Good news on climate!

Sustainable Gabriolan Deb Ferens tracks worldwide climate news. At September’s SG meeting, she presented a heartening list of SIX recent good-news climate stories. The group thought it would be a good idea to post these for the community’s linking and reading pleasure.

Youth environmentalists bring Montana climate case to trial after 12 years, seeking to set precedent

It’s the first trial of its kind in the US, and legal scholars around the world are following its potential addition to the small number of rulings that have established a government duty to protect people from climate change.

Brazil’s Supreme Court rules in favour of Indigenous rights

Brazil’s Supreme Court has rejected efforts to restrict native peoples’ rights to reservations on their ancestral lands. Six of the 11 justices on Thursday ruled in favour of restoring territory to the Xokleng people, from which they were evicted. The ruling sets a precedent for hundreds of indigenous land claims and is expected to have widespread consequences for indigenous land rights.

Rhino numbers rebound as global figures reveal a win for conservation

Global rhinoceros numbers have increased to 27,000 despite populations being ravaged by poaching and habitat loss, new figures show, with some species rebounding for the first time in a decade.

New global biodiversity fund launched in Vancouver

In good news for nature in a challenging moment, representatives of 185 countries agreed at the Global Environment Facility’s Seventh Assembly in Canada to launch an innovative new fund for biodiversity that will attract funding from governments, philanthropy, and the private sector.

The new Global Biodiversity Framework Fund (GBFF) has been designed to mobilize and accelerate investment in the conservation and sustainability of wild species and ecosystems, whose health is under threat from wildfires, flooding, extreme weather, and human activity including urban sprawl.

Canadian fire chiefs deliver climate change message to United Nations following devastating season

A pair of Canadian fire chiefs were in New York this week to speak at a United Nations conference on climate change. West Kelowna fire chief Jason Brolund and Halifax assistant chief Sherry Dean were invited by the Canadian government to address delegates at an event focused on carbon pricing and the impacts of warming global temperatures.

“Over $20 million was spent reacting to my fire, not to mention the insurance losses, which could be triple that,” Brolund told his audience. “What could we have accomplished if we used that same amount of money proactively? We’re spending the money on the wrong end of the problem.”

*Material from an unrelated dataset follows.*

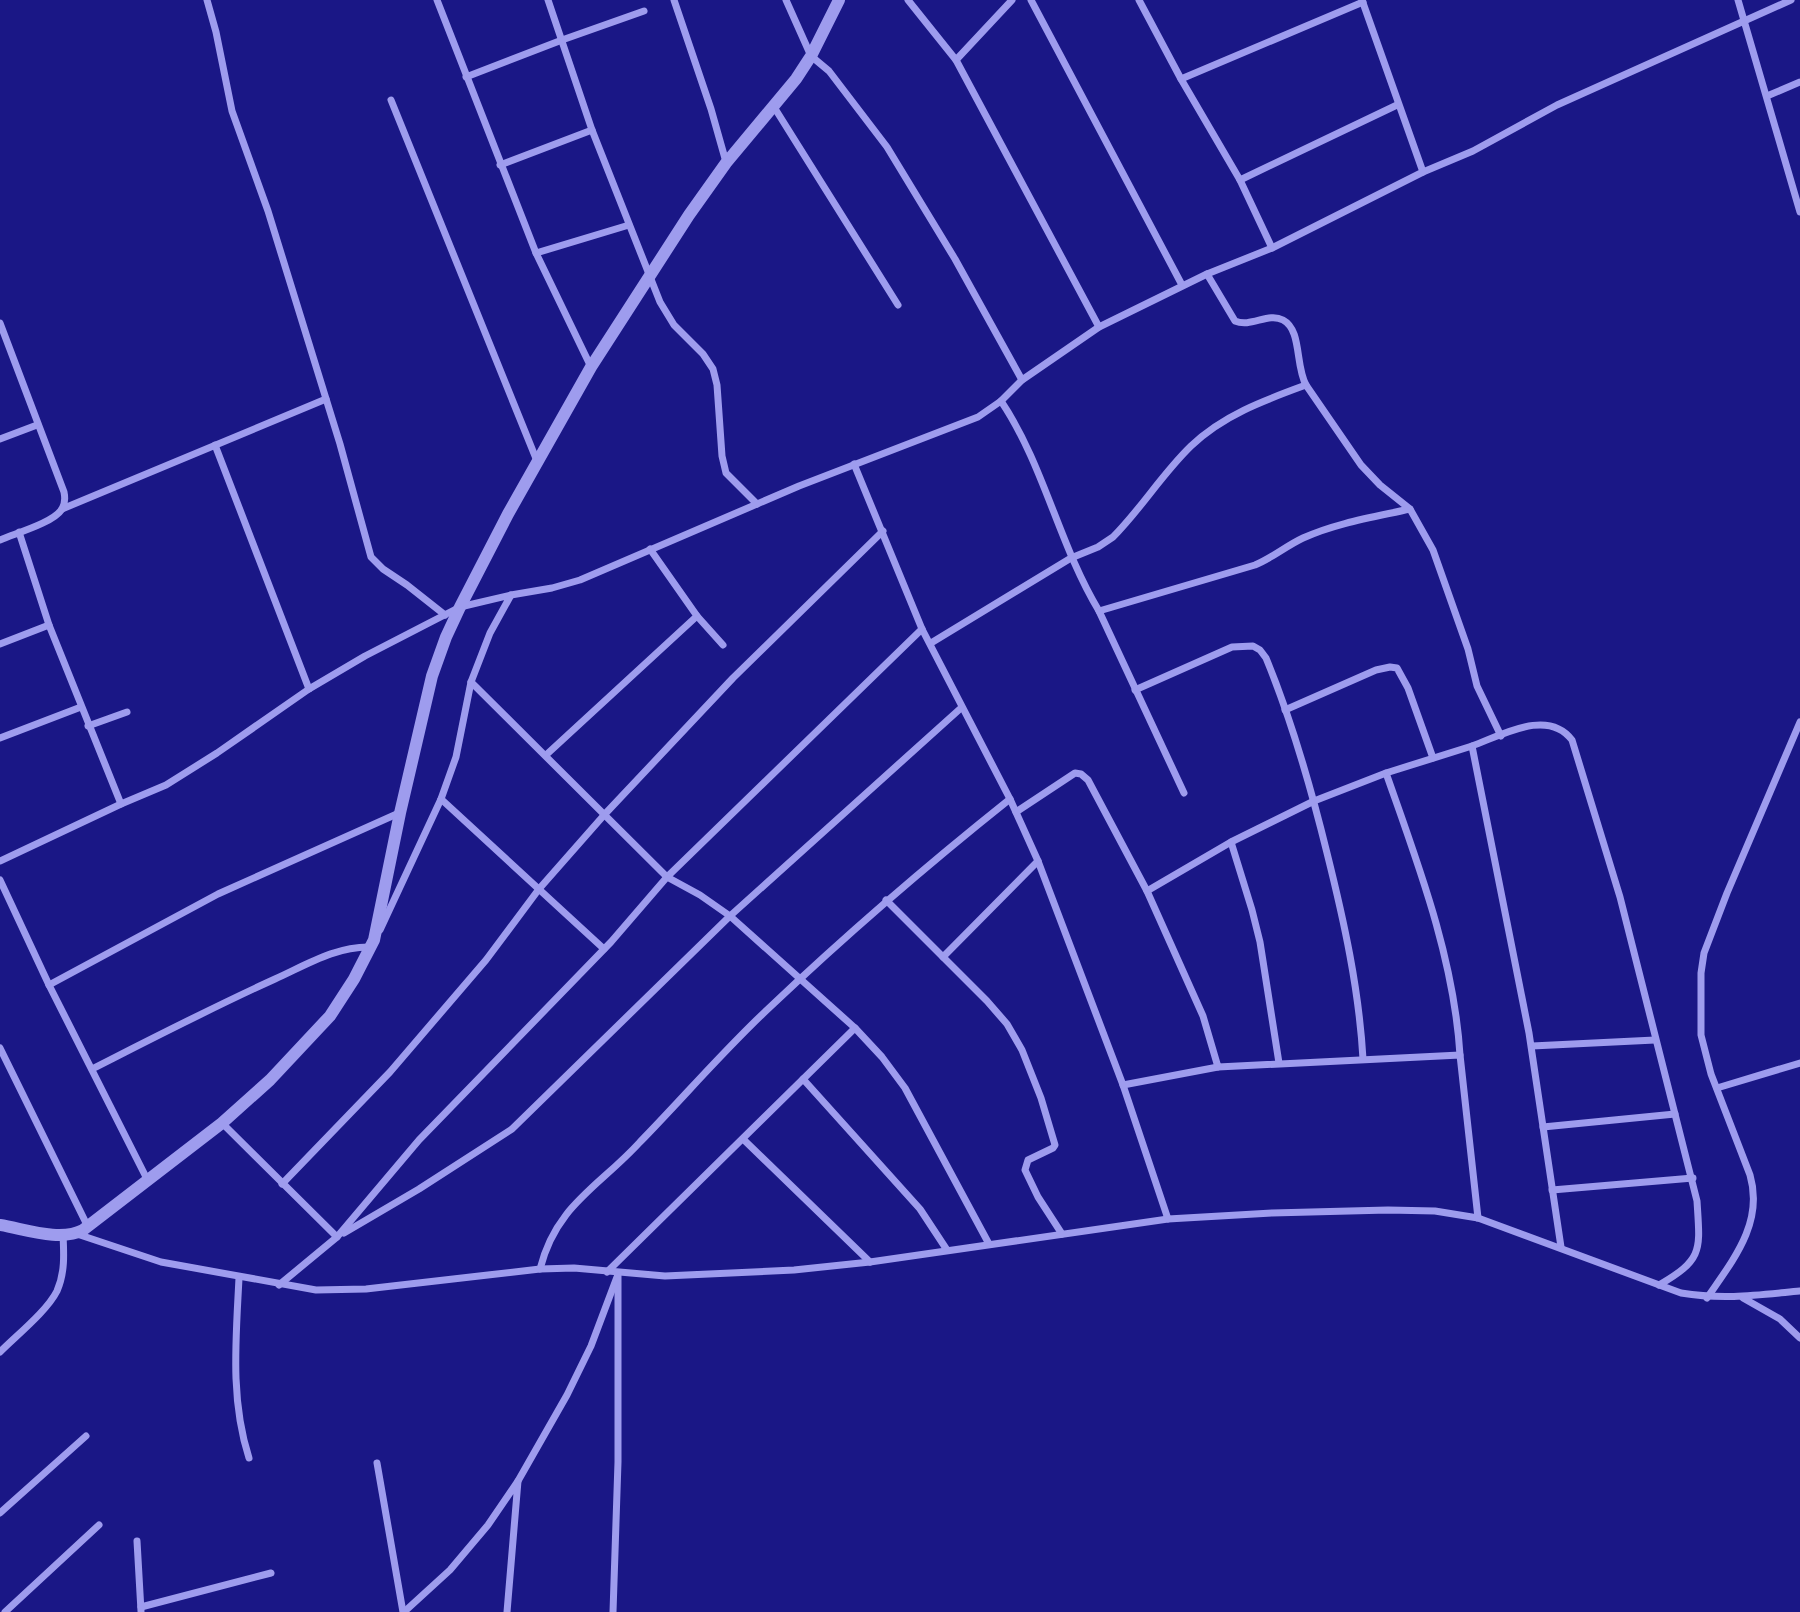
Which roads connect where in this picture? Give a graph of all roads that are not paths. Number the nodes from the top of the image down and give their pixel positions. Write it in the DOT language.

Brolund concluded his speech by encouraging leaders to “make the change we need” to fight climate change, a message later reinforced by the assistant fire chief from Halifax.

In a shift, fossil fuels take center stage at UN Climate Summit

The U.N. Climate Ambition Summit on Wednesday marked a potential turning point in the global effort to limit the severity of climate change. For more than three decades, world leaders have gathered to discuss the increasing urgency of this issue. Yet there has been staunch resistance to centering those conversations around the biggest cause of climate change: burning fossil fuels like coal, oil and gas for energy. That changed on Wednesday in New York, when U.N. Secretary-General António Guterres used his convening power to put fossil fuels in the spotlight of a one-day gathering.